EXERCISE AIM –
Check every line of the data for the string "Route" and copy the ones that have it.

━━━━━━━━

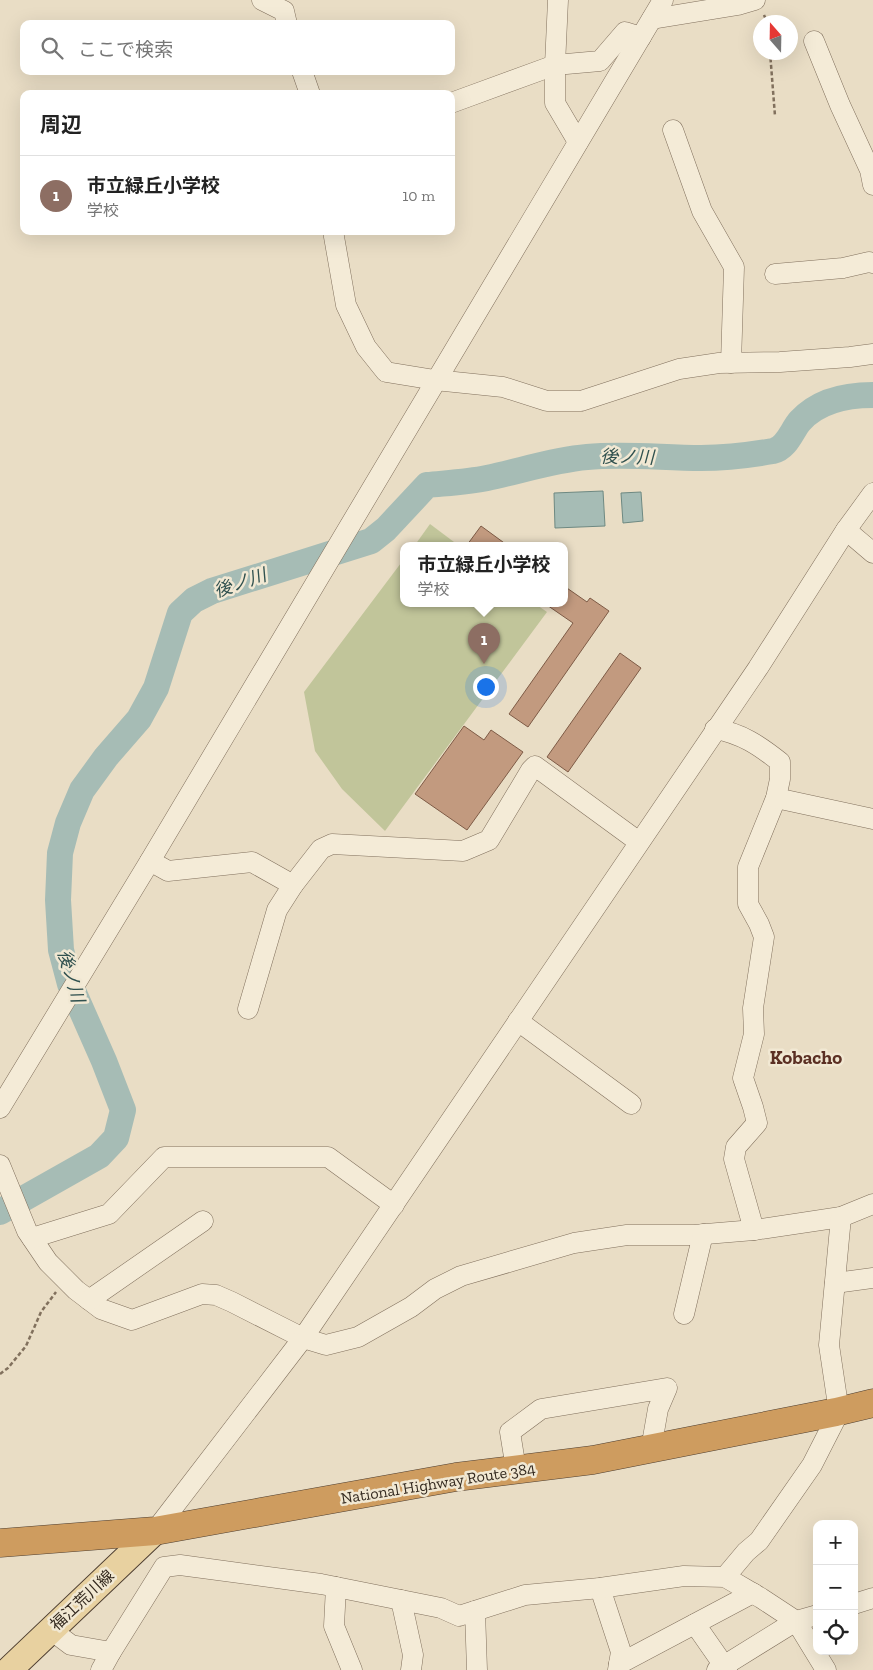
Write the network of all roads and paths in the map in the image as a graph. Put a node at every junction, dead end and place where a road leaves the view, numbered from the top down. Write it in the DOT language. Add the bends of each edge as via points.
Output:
graph roads {
  1 [pos="262,0"];
  2 [pos="558,0"];
  3 [pos="663,0"];
  4 [pos="755,0"];
  5 [pos="652,19"];
  6 [pos="287,20"];
  7 [pos="641,37"];
  8 [pos="814,40"];
  9 [pos="771,60"];
  10 [pos="555,65"];
  11 [pos="303,75"];
  12 [pos="309,90"];
  13 [pos="455,102"];
  14 [pos="775,116"];
  15 [pos="673,130"];
  16 [pos="578,142"];
  17 [pos="873,184"];
  18 [pos="334,235"];
  19 [pos="873,263"];
  20 [pos="775,274"];
  21 [pos="873,354"];
  22 [pos="731,363"];
  23 [pos="435,380"];
  24 [pos="873,493"];
  25 [pos="846,530"];
  26 [pos="873,553"];
  27 [pos="715,729"];
  28 [pos="776,798"];
  29 [pos="873,819"];
  30 [pos="639,842"];
  31 [pos="150,861"];
  32 [pos="293,885"];
  33 [pos="248,1009"];
  34 [pos="518,1021"];
  35 [pos="632,1104"];
  36 [pos="0,1108"];
  37 [pos="0,1165"];
  38 [pos="873,1204"];
  39 [pos="394,1205"];
  40 [pos="842,1217"];
  41 [pos="203,1221"];
  42 [pos="754,1230"];
  43 [pos="704,1234"];
  44 [pos="32,1238"];
  45 [pos="873,1278"];
  46 [pos="66,1279"];
  47 [pos="835,1283"];
  48 [pos="89,1300"];
  49 [pos="684,1314"];
  50 [pos="303,1338"];
  51 [pos="0,1374"];
  52 [pos="873,1403"];
  53 [pos="839,1412"];
  54 [pos="651,1449"];
  55 [pos="516,1469"];
  56 [pos="155,1531"];
  57 [pos="0,1543"];
  58 [pos="725,1577"];
  59 [pos="336,1587"];
  60 [pos="600,1588"];
  61 [pos="753,1593"];
  62 [pos="873,1598"];
  63 [pos="401,1600"];
  64 [pos="858,1603"];
  65 [pos="475,1611"];
  66 [pos="813,1616"];
  67 [pos="796,1621"];
  68 [pos="695,1624"];
  69 [pos="51,1630"];
  70 [pos="110,1652"];
  71 [pos="622,1666"];
  72 [pos="723,1668"];
  73 [pos="9,1670"];
  74 [pos="101,1670"];
  75 [pos="352,1670"];
  76 [pos="411,1670"];
  77 [pos="477,1670"];
  78 [pos="826,1670"];
  1 -- 6 [label="street" via="284,11"];
  2 -- 10 [label="street"];
  3 -- 5 [label="street"];
  4 -- 5 [label="street"];
  5 -- 7 [label="street"];
  7 -- 10 [label="street" via="625,32 600,61"];
  7 -- 16 [label="street"];
  8 -- 17 [label="street" via="870,170"];
  9 -- 14 [label="path"];
  10 -- 13 [label="street"];
  10 -- 16 [label="street" via="555,103"];
  11 -- 12 [label="street"];
  15 -- 22 [label="street" via="702,211 734,267"];
  16 -- 23 [label="street"];
  18 -- 23 [label="street" via="346,305 366,347 386,372"];
  19 -- 20 [label="street"];
  21 -- 22 [label="street"];
  22 -- 23 [label="street" via="679,368 581,402 547,401 503,387"];
  23 -- 31 [label="street"];
  24 -- 25 [label="street"];
  25 -- 26 [label="street"];
  25 -- 27 [label="street"];
  27 -- 28 [label="street" via="757,744 780,762"];
  27 -- 30 [label="street"];
  28 -- 29 [label="street"];
  28 -- 42 [label="street" via="748,867 748,904 764,937 753,1008 754,1034 743,1078 754,1106 756,1123 736,1147 734,1159"];
  30 -- 32 [label="street" via="535,766 489,840 463,851 332,844 321,849"];
  30 -- 34 [label="street"];
  31 -- 32 [label="street" via="168,871 252,862"];
  31 -- 36 [label="street"];
  32 -- 33 [label="street" via="277,910"];
  34 -- 35 [label="street"];
  34 -- 39 [label="street"];
  37 -- 44 [label="street"];
  38 -- 40 [label="street"];
  39 -- 44 [label="street" via="328,1157 164,1157 109,1214"];
  39 -- 50 [label="street"];
  40 -- 42 [label="street"];
  40 -- 47 [label="street"];
  41 -- 48 [label="street"];
  42 -- 43 [label="street"];
  43 -- 49 [label="street"];
  43 -- 50 [label="street" via="627,1235 574,1243 462,1276 358,1337 326,1345"];
  44 -- 46 [label="street" via="48,1262"];
  45 -- 47 [label="street"];
  46 -- 48 [label="street"];
  46 -- 51 [label="path" via="41,1312 26,1346"];
  47 -- 53 [label="street" via="829,1345"];
  48 -- 50 [label="street" via="101,1310 132,1320 202,1294 216,1295"];
  50 -- 56 [label="street"];
  52 -- 53 [label="highway, National Highway Route 384"];
  53 -- 54 [label="highway, National Highway Route 384"];
  53 -- 58 [label="street" via="812,1465 759,1541"];
  54 -- 55 [label="highway, National Highway Route 384"];
  54 -- 55 [label="street" via="658,1409 667,1388 541,1409 510,1432"];
  55 -- 56 [label="highway, National Highway Route 384"];
  56 -- 57 [label="highway, National Highway Route 384"];
  56 -- 69 [label="main road, 福江荒川線"];
  58 -- 60 [label="street" via="684,1576"];
  58 -- 61 [label="street"];
  59 -- 63 [label="street"];
  59 -- 70 [label="street" via="180,1565 164,1567"];
  59 -- 75 [label="street" via="334,1626"];
  60 -- 65 [label="street" via="525,1595"];
  60 -- 71 [label="street" via="621,1652"];
  61 -- 67 [label="street"];
  61 -- 68 [label="street"];
  62 -- 64 [label="street"];
  63 -- 65 [label="street" via="441,1608 460,1616"];
  63 -- 76 [label="street" via="413,1655"];
  65 -- 77 [label="street"];
  66 -- 67 [label="street"];
  67 -- 72 [label="street"];
  67 -- 78 [label="street"];
  68 -- 71 [label="street"];
  68 -- 72 [label="street"];
  69 -- 70 [label="street" via="71,1645"];
  69 -- 73 [label="main road, 福江荒川線"];
  70 -- 74 [label="street"];
}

━━━━━━━━

YOUR SOLUTION –
  52 -- 53 [label="highway, National Highway Route 384"];
  53 -- 54 [label="highway, National Highway Route 384"];
  54 -- 55 [label="highway, National Highway Route 384"];
  55 -- 56 [label="highway, National Highway Route 384"];
  56 -- 57 [label="highway, National Highway Route 384"];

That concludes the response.